### TASK INSTRUCTIONS
With no omissions, write out every record given below.

[[ PROVIDED RECORDS, beginning ]]

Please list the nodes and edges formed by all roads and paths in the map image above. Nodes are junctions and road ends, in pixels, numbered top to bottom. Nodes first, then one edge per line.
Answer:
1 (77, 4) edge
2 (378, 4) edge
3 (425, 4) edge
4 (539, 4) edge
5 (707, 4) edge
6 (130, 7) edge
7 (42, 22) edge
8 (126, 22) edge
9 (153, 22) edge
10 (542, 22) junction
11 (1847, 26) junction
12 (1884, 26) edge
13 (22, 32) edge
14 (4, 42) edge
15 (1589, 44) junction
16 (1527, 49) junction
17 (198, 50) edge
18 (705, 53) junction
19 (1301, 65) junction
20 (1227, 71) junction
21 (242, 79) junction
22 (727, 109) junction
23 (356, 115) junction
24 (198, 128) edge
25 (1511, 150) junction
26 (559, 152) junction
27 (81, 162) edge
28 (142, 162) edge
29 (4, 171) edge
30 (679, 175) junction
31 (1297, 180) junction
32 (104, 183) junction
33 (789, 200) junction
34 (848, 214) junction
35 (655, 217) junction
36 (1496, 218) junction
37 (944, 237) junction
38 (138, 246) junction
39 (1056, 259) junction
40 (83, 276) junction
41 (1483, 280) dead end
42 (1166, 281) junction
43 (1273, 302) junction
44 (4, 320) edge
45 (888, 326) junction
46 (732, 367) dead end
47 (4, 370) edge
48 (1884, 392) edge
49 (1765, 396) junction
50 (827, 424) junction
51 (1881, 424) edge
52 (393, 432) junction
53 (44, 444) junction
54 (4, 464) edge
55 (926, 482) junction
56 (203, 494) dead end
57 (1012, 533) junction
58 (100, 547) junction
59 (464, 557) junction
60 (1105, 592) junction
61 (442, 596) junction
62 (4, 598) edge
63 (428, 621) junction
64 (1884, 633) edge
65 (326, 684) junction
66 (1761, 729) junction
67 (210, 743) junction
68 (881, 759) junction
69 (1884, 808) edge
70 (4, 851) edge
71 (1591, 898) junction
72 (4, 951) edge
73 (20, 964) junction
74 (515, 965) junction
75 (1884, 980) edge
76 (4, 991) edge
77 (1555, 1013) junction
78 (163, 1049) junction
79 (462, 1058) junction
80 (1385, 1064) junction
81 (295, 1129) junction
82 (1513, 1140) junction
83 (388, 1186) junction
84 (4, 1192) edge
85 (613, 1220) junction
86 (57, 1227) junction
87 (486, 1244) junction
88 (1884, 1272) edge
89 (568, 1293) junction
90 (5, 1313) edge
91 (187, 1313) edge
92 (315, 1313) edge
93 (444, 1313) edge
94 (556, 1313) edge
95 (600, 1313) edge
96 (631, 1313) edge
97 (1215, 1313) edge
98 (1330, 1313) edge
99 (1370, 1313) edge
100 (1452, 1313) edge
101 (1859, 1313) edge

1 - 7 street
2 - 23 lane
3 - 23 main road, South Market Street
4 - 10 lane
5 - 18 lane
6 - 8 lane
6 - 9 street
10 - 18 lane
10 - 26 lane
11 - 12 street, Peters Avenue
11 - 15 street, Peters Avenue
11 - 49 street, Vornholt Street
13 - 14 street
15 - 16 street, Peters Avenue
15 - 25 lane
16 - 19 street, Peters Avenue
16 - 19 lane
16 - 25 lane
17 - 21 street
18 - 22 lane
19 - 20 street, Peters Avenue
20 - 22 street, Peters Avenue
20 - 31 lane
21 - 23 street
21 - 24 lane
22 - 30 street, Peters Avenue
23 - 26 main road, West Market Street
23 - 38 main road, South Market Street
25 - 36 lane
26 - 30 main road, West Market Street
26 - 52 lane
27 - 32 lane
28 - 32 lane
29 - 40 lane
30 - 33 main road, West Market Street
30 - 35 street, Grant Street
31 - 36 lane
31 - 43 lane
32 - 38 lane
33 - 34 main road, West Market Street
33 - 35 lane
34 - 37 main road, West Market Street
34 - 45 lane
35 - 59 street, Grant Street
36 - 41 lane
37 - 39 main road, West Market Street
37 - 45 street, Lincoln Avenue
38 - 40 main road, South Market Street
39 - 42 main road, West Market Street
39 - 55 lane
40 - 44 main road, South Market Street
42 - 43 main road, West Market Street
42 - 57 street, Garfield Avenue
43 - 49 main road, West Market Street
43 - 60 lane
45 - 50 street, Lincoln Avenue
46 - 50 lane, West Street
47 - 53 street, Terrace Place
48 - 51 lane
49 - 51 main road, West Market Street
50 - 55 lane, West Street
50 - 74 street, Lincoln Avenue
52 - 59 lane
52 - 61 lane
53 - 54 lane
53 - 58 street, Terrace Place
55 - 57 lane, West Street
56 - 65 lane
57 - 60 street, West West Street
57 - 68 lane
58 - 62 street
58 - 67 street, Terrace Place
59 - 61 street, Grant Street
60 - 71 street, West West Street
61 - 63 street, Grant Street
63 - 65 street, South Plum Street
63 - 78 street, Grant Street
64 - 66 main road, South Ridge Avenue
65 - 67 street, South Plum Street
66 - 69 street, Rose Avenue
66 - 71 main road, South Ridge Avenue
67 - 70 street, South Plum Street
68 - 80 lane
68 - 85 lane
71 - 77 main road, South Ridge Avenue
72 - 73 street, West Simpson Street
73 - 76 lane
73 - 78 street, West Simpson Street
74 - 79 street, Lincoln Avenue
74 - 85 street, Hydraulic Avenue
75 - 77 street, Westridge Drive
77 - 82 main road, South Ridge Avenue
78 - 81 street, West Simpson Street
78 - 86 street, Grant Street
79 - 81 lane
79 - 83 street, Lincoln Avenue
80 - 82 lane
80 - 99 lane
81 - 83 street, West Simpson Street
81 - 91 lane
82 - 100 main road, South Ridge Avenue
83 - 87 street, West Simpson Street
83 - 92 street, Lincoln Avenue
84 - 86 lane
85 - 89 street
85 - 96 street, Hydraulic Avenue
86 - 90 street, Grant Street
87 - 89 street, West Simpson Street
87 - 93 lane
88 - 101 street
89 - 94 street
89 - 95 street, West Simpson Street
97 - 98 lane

[[ PROVIDED RECORDS, end ]]

### REPLY TO THE EXERCISE
Please list the nodes and edges formed by all roads and paths in the map image above. Nodes are junctions and road ends, in pixels, numbered top to bottom. Nodes first, then one edge per line.
Answer:
1 (77, 4) edge
2 (378, 4) edge
3 (425, 4) edge
4 (539, 4) edge
5 (707, 4) edge
6 (130, 7) edge
7 (42, 22) edge
8 (126, 22) edge
9 (153, 22) edge
10 (542, 22) junction
11 (1847, 26) junction
12 (1884, 26) edge
13 (22, 32) edge
14 (4, 42) edge
15 (1589, 44) junction
16 (1527, 49) junction
17 (198, 50) edge
18 (705, 53) junction
19 (1301, 65) junction
20 (1227, 71) junction
21 (242, 79) junction
22 (727, 109) junction
23 (356, 115) junction
24 (198, 128) edge
25 (1511, 150) junction
26 (559, 152) junction
27 (81, 162) edge
28 (142, 162) edge
29 (4, 171) edge
30 (679, 175) junction
31 (1297, 180) junction
32 (104, 183) junction
33 (789, 200) junction
34 (848, 214) junction
35 (655, 217) junction
36 (1496, 218) junction
37 (944, 237) junction
38 (138, 246) junction
39 (1056, 259) junction
40 (83, 276) junction
41 (1483, 280) dead end
42 (1166, 281) junction
43 (1273, 302) junction
44 (4, 320) edge
45 (888, 326) junction
46 (732, 367) dead end
47 (4, 370) edge
48 (1884, 392) edge
49 (1765, 396) junction
50 (827, 424) junction
51 (1881, 424) edge
52 (393, 432) junction
53 (44, 444) junction
54 (4, 464) edge
55 (926, 482) junction
56 (203, 494) dead end
57 (1012, 533) junction
58 (100, 547) junction
59 (464, 557) junction
60 (1105, 592) junction
61 (442, 596) junction
62 (4, 598) edge
63 (428, 621) junction
64 (1884, 633) edge
65 (326, 684) junction
66 (1761, 729) junction
67 (210, 743) junction
68 (881, 759) junction
69 (1884, 808) edge
70 (4, 851) edge
71 (1591, 898) junction
72 (4, 951) edge
73 (20, 964) junction
74 (515, 965) junction
75 (1884, 980) edge
76 (4, 991) edge
77 (1555, 1013) junction
78 (163, 1049) junction
79 (462, 1058) junction
80 (1385, 1064) junction
81 (295, 1129) junction
82 (1513, 1140) junction
83 (388, 1186) junction
84 (4, 1192) edge
85 (613, 1220) junction
86 (57, 1227) junction
87 (486, 1244) junction
88 (1884, 1272) edge
89 (568, 1293) junction
90 (5, 1313) edge
91 (187, 1313) edge
92 (315, 1313) edge
93 (444, 1313) edge
94 (556, 1313) edge
95 (600, 1313) edge
96 (631, 1313) edge
97 (1215, 1313) edge
98 (1330, 1313) edge
99 (1370, 1313) edge
100 (1452, 1313) edge
101 (1859, 1313) edge

1 - 7 street
2 - 23 lane
3 - 23 main road, South Market Street
4 - 10 lane
5 - 18 lane
6 - 8 lane
6 - 9 street
10 - 18 lane
10 - 26 lane
11 - 12 street, Peters Avenue
11 - 15 street, Peters Avenue
11 - 49 street, Vornholt Street
13 - 14 street
15 - 16 street, Peters Avenue
15 - 25 lane
16 - 19 street, Peters Avenue
16 - 19 lane
16 - 25 lane
17 - 21 street
18 - 22 lane
19 - 20 street, Peters Avenue
20 - 22 street, Peters Avenue
20 - 31 lane
21 - 23 street
21 - 24 lane
22 - 30 street, Peters Avenue
23 - 26 main road, West Market Street
23 - 38 main road, South Market Street
25 - 36 lane
26 - 30 main road, West Market Street
26 - 52 lane
27 - 32 lane
28 - 32 lane
29 - 40 lane
30 - 33 main road, West Market Street
30 - 35 street, Grant Street
31 - 36 lane
31 - 43 lane
32 - 38 lane
33 - 34 main road, West Market Street
33 - 35 lane
34 - 37 main road, West Market Street
34 - 45 lane
35 - 59 street, Grant Street
36 - 41 lane
37 - 39 main road, West Market Street
37 - 45 street, Lincoln Avenue
38 - 40 main road, South Market Street
39 - 42 main road, West Market Street
39 - 55 lane
40 - 44 main road, South Market Street
42 - 43 main road, West Market Street
42 - 57 street, Garfield Avenue
43 - 49 main road, West Market Street
43 - 60 lane
45 - 50 street, Lincoln Avenue
46 - 50 lane, West Street
47 - 53 street, Terrace Place
48 - 51 lane
49 - 51 main road, West Market Street
50 - 55 lane, West Street
50 - 74 street, Lincoln Avenue
52 - 59 lane
52 - 61 lane
53 - 54 lane
53 - 58 street, Terrace Place
55 - 57 lane, West Street
56 - 65 lane
57 - 60 street, West West Street
57 - 68 lane
58 - 62 street
58 - 67 street, Terrace Place
59 - 61 street, Grant Street
60 - 71 street, West West Street
61 - 63 street, Grant Street
63 - 65 street, South Plum Street
63 - 78 street, Grant Street
64 - 66 main road, South Ridge Avenue
65 - 67 street, South Plum Street
66 - 69 street, Rose Avenue
66 - 71 main road, South Ridge Avenue
67 - 70 street, South Plum Street
68 - 80 lane
68 - 85 lane
71 - 77 main road, South Ridge Avenue
72 - 73 street, West Simpson Street
73 - 76 lane
73 - 78 street, West Simpson Street
74 - 79 street, Lincoln Avenue
74 - 85 street, Hydraulic Avenue
75 - 77 street, Westridge Drive
77 - 82 main road, South Ridge Avenue
78 - 81 street, West Simpson Street
78 - 86 street, Grant Street
79 - 81 lane
79 - 83 street, Lincoln Avenue
80 - 82 lane
80 - 99 lane
81 - 83 street, West Simpson Street
81 - 91 lane
82 - 100 main road, South Ridge Avenue
83 - 87 street, West Simpson Street
83 - 92 street, Lincoln Avenue
84 - 86 lane
85 - 89 street
85 - 96 street, Hydraulic Avenue
86 - 90 street, Grant Street
87 - 89 street, West Simpson Street
87 - 93 lane
88 - 101 street
89 - 94 street
89 - 95 street, West Simpson Street
97 - 98 lane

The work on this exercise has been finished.